What the exercise asks: It is required that all of the data be written out exactly.

(Stored data)
+-------+

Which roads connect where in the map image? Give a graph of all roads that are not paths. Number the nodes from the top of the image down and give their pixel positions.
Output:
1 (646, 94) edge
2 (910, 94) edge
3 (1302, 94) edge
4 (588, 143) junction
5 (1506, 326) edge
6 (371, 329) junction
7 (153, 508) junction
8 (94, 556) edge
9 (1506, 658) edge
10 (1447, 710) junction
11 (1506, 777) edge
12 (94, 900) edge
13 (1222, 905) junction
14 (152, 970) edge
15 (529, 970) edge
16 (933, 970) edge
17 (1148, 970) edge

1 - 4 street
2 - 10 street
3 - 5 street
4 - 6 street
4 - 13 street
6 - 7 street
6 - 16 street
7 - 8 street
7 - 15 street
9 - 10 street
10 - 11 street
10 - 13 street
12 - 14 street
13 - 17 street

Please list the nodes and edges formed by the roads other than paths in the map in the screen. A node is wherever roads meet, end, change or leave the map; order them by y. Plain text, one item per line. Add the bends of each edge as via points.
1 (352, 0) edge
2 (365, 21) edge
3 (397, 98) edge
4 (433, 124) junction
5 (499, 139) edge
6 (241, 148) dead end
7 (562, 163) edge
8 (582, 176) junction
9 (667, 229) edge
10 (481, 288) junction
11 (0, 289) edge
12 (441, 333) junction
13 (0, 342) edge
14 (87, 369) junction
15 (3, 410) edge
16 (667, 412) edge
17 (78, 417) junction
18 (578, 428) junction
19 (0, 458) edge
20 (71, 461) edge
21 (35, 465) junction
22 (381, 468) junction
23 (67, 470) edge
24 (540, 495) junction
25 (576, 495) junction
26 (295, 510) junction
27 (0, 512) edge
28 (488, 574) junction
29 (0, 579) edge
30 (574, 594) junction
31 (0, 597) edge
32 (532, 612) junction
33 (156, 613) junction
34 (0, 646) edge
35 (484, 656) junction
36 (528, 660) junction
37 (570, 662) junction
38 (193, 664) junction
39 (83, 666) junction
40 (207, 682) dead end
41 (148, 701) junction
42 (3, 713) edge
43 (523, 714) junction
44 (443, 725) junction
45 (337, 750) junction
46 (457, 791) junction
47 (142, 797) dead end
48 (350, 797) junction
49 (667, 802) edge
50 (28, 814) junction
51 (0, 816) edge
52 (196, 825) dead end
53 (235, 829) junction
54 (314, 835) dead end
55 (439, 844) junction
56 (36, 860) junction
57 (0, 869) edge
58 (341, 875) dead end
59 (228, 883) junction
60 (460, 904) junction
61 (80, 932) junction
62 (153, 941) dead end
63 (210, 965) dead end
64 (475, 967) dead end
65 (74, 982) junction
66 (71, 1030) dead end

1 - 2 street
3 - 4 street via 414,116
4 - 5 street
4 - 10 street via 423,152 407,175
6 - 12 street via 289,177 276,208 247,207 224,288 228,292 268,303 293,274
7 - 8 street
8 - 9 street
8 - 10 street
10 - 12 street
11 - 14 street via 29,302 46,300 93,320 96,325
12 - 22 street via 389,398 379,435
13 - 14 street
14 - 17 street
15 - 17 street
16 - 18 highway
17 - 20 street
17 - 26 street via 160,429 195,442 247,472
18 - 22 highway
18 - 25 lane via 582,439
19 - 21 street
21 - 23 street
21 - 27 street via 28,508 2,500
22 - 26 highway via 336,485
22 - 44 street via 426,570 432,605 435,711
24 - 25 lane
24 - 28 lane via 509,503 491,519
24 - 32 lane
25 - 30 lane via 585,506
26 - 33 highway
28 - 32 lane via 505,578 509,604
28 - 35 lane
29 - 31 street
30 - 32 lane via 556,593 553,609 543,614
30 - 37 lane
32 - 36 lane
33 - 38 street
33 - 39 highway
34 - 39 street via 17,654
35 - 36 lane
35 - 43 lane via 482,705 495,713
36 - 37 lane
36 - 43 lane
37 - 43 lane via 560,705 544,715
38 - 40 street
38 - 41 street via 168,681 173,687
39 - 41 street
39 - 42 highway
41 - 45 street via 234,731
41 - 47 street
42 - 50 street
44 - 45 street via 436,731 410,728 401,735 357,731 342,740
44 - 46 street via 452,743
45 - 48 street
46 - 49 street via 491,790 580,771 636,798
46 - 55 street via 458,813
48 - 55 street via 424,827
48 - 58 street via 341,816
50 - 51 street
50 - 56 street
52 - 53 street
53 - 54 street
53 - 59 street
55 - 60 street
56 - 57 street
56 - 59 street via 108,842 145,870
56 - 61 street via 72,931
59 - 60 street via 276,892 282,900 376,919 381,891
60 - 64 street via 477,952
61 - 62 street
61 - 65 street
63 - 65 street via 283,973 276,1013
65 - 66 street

+-------+

Solution to this problem:
Which roads connect where in the map image? Give a graph of all roads that are not paths. Number the nodes from the top of the image down and give their pixel positions.
Output:
1 (646, 94) edge
2 (910, 94) edge
3 (1302, 94) edge
4 (588, 143) junction
5 (1506, 326) edge
6 (371, 329) junction
7 (153, 508) junction
8 (94, 556) edge
9 (1506, 658) edge
10 (1447, 710) junction
11 (1506, 777) edge
12 (94, 900) edge
13 (1222, 905) junction
14 (152, 970) edge
15 (529, 970) edge
16 (933, 970) edge
17 (1148, 970) edge

1 - 4 street
2 - 10 street
3 - 5 street
4 - 6 street
4 - 13 street
6 - 7 street
6 - 16 street
7 - 8 street
7 - 15 street
9 - 10 street
10 - 11 street
10 - 13 street
12 - 14 street
13 - 17 street

Please list the nodes and edges formed by the roads other than paths in the map in the screen. A node is wherever roads meet, end, change or leave the map; order them by y. Plain text, one item per line. Add the bends of each edge as via points.
1 (352, 0) edge
2 (365, 21) edge
3 (397, 98) edge
4 (433, 124) junction
5 (499, 139) edge
6 (241, 148) dead end
7 (562, 163) edge
8 (582, 176) junction
9 (667, 229) edge
10 (481, 288) junction
11 (0, 289) edge
12 (441, 333) junction
13 (0, 342) edge
14 (87, 369) junction
15 (3, 410) edge
16 (667, 412) edge
17 (78, 417) junction
18 (578, 428) junction
19 (0, 458) edge
20 (71, 461) edge
21 (35, 465) junction
22 (381, 468) junction
23 (67, 470) edge
24 (540, 495) junction
25 (576, 495) junction
26 (295, 510) junction
27 (0, 512) edge
28 (488, 574) junction
29 (0, 579) edge
30 (574, 594) junction
31 (0, 597) edge
32 (532, 612) junction
33 (156, 613) junction
34 (0, 646) edge
35 (484, 656) junction
36 (528, 660) junction
37 (570, 662) junction
38 (193, 664) junction
39 (83, 666) junction
40 (207, 682) dead end
41 (148, 701) junction
42 (3, 713) edge
43 (523, 714) junction
44 (443, 725) junction
45 (337, 750) junction
46 (457, 791) junction
47 (142, 797) dead end
48 (350, 797) junction
49 (667, 802) edge
50 (28, 814) junction
51 (0, 816) edge
52 (196, 825) dead end
53 (235, 829) junction
54 (314, 835) dead end
55 (439, 844) junction
56 (36, 860) junction
57 (0, 869) edge
58 (341, 875) dead end
59 (228, 883) junction
60 (460, 904) junction
61 (80, 932) junction
62 (153, 941) dead end
63 (210, 965) dead end
64 (475, 967) dead end
65 (74, 982) junction
66 (71, 1030) dead end

1 - 2 street
3 - 4 street via 414,116
4 - 5 street
4 - 10 street via 423,152 407,175
6 - 12 street via 289,177 276,208 247,207 224,288 228,292 268,303 293,274
7 - 8 street
8 - 9 street
8 - 10 street
10 - 12 street
11 - 14 street via 29,302 46,300 93,320 96,325
12 - 22 street via 389,398 379,435
13 - 14 street
14 - 17 street
15 - 17 street
16 - 18 highway
17 - 20 street
17 - 26 street via 160,429 195,442 247,472
18 - 22 highway
18 - 25 lane via 582,439
19 - 21 street
21 - 23 street
21 - 27 street via 28,508 2,500
22 - 26 highway via 336,485
22 - 44 street via 426,570 432,605 435,711
24 - 25 lane
24 - 28 lane via 509,503 491,519
24 - 32 lane
25 - 30 lane via 585,506
26 - 33 highway
28 - 32 lane via 505,578 509,604
28 - 35 lane
29 - 31 street
30 - 32 lane via 556,593 553,609 543,614
30 - 37 lane
32 - 36 lane
33 - 38 street
33 - 39 highway
34 - 39 street via 17,654
35 - 36 lane
35 - 43 lane via 482,705 495,713
36 - 37 lane
36 - 43 lane
37 - 43 lane via 560,705 544,715
38 - 40 street
38 - 41 street via 168,681 173,687
39 - 41 street
39 - 42 highway
41 - 45 street via 234,731
41 - 47 street
42 - 50 street
44 - 45 street via 436,731 410,728 401,735 357,731 342,740
44 - 46 street via 452,743
45 - 48 street
46 - 49 street via 491,790 580,771 636,798
46 - 55 street via 458,813
48 - 55 street via 424,827
48 - 58 street via 341,816
50 - 51 street
50 - 56 street
52 - 53 street
53 - 54 street
53 - 59 street
55 - 60 street
56 - 57 street
56 - 59 street via 108,842 145,870
56 - 61 street via 72,931
59 - 60 street via 276,892 282,900 376,919 381,891
60 - 64 street via 477,952
61 - 62 street
61 - 65 street
63 - 65 street via 283,973 276,1013
65 - 66 street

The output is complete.